Exercise requirements —
Check each line of the entries below for the word "thumb", then report how many have it, with no other words.

── Exercise materials ──

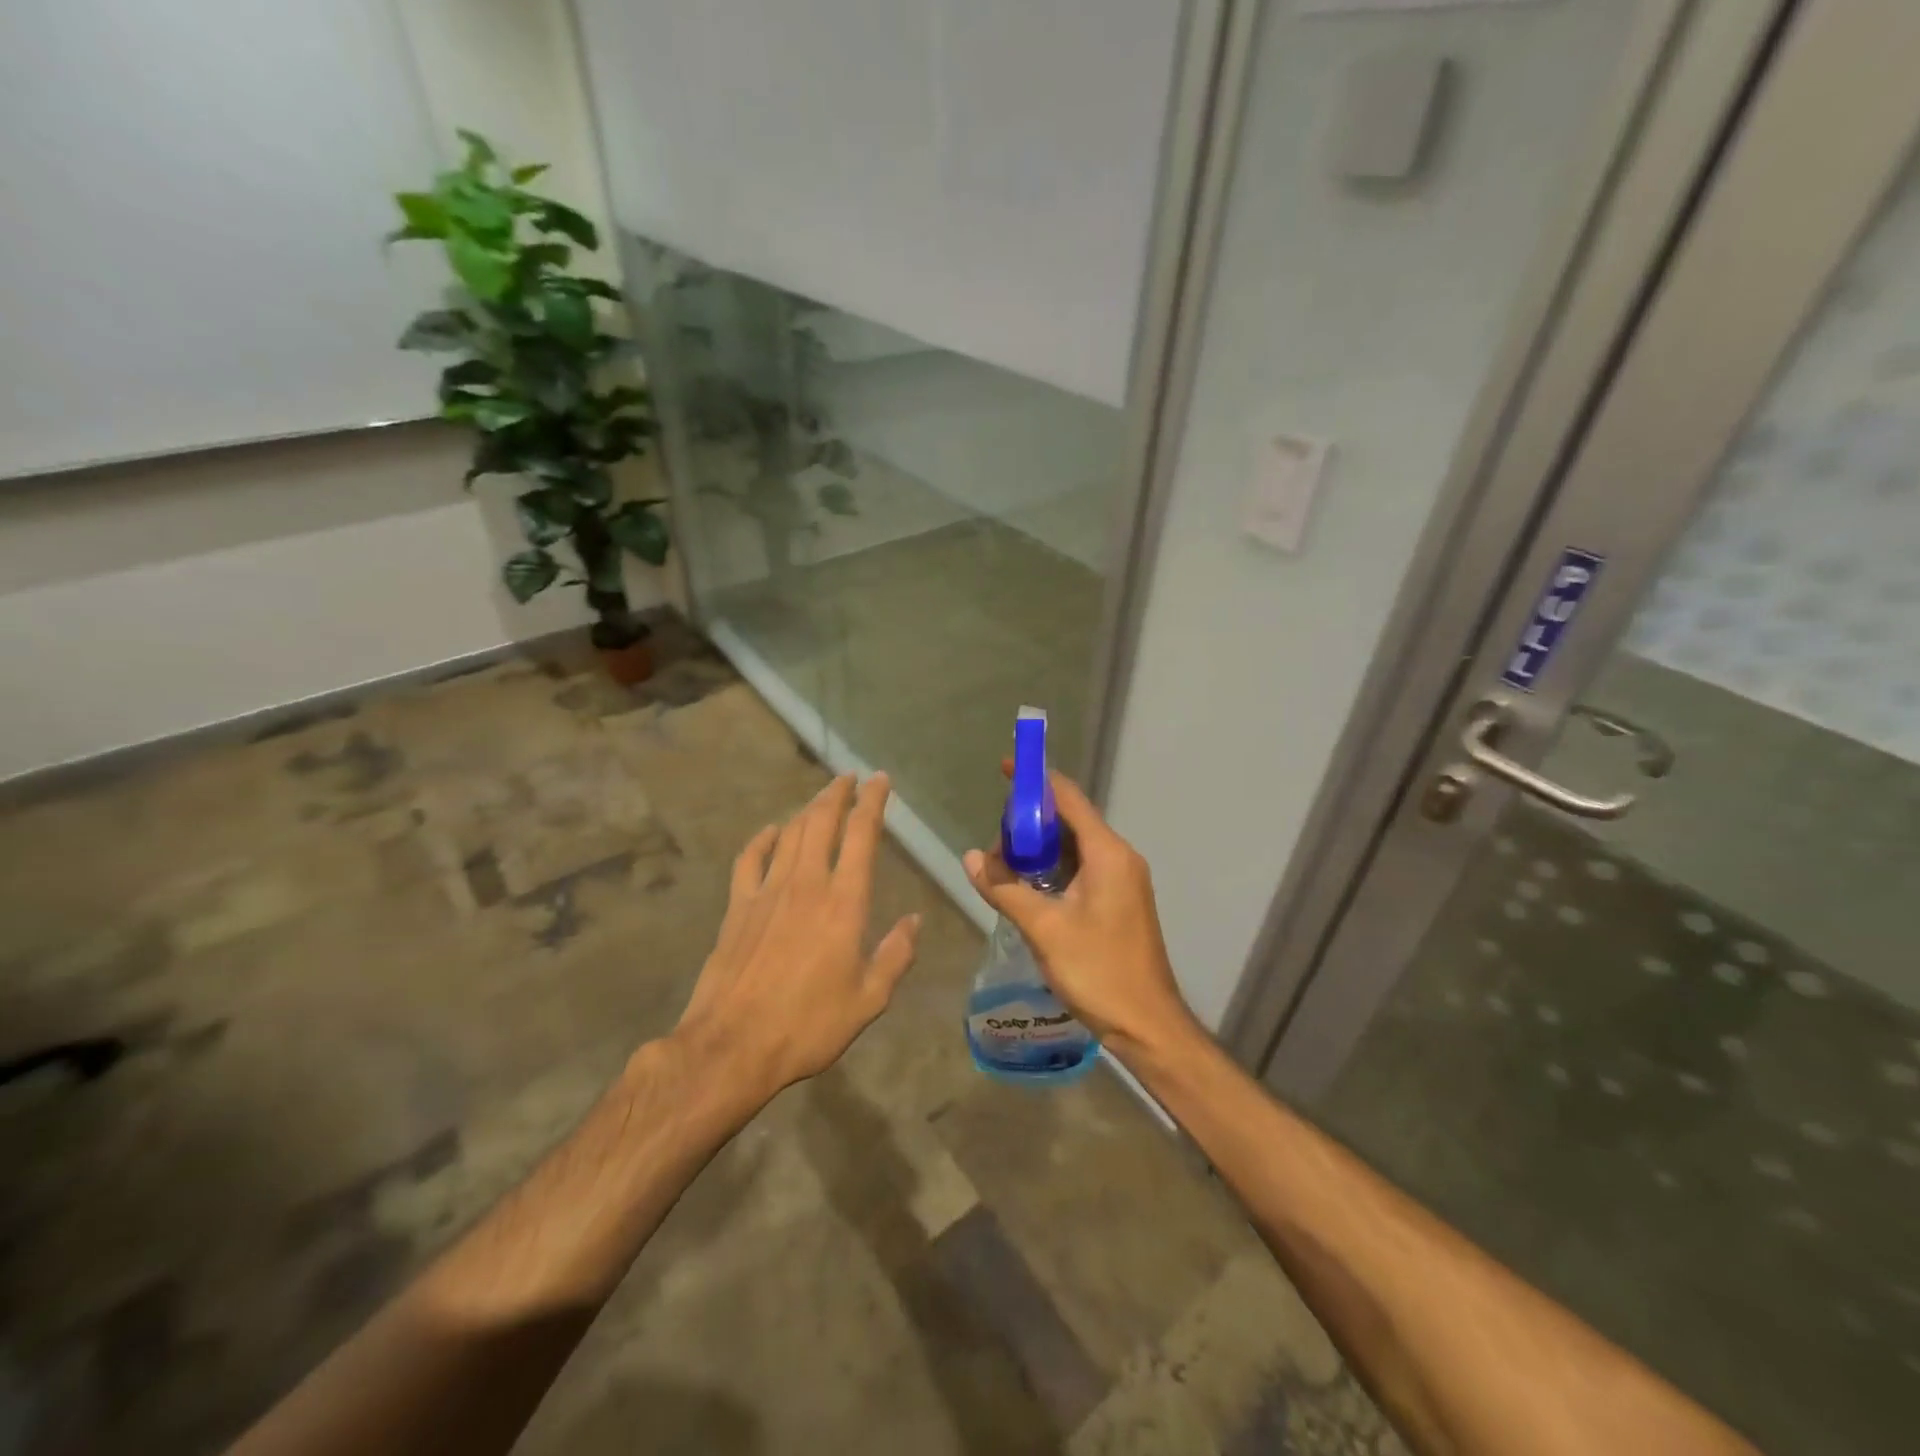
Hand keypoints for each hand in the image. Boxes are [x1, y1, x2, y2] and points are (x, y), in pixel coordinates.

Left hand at [673, 773, 919, 1103]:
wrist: (732, 1046)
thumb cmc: (808, 1025)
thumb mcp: (868, 1000)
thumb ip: (895, 955)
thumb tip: (915, 920)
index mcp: (844, 902)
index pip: (861, 835)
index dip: (872, 802)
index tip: (880, 780)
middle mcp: (806, 884)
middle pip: (821, 822)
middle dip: (838, 794)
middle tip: (850, 778)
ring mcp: (767, 892)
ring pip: (789, 834)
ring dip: (807, 810)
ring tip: (821, 798)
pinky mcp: (737, 907)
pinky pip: (750, 859)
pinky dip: (762, 839)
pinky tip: (770, 832)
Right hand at [962, 769, 1196, 1062]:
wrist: (1148, 1024)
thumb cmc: (1098, 971)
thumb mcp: (1045, 929)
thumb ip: (1005, 889)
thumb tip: (971, 857)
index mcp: (1108, 853)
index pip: (1068, 798)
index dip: (1035, 780)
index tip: (1004, 769)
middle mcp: (1119, 857)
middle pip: (1070, 820)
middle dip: (1030, 823)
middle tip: (994, 842)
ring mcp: (1123, 879)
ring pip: (1075, 847)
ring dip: (1040, 850)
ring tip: (1003, 867)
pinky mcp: (1120, 900)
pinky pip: (1083, 868)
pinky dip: (1054, 869)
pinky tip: (1028, 888)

───

Response box —
8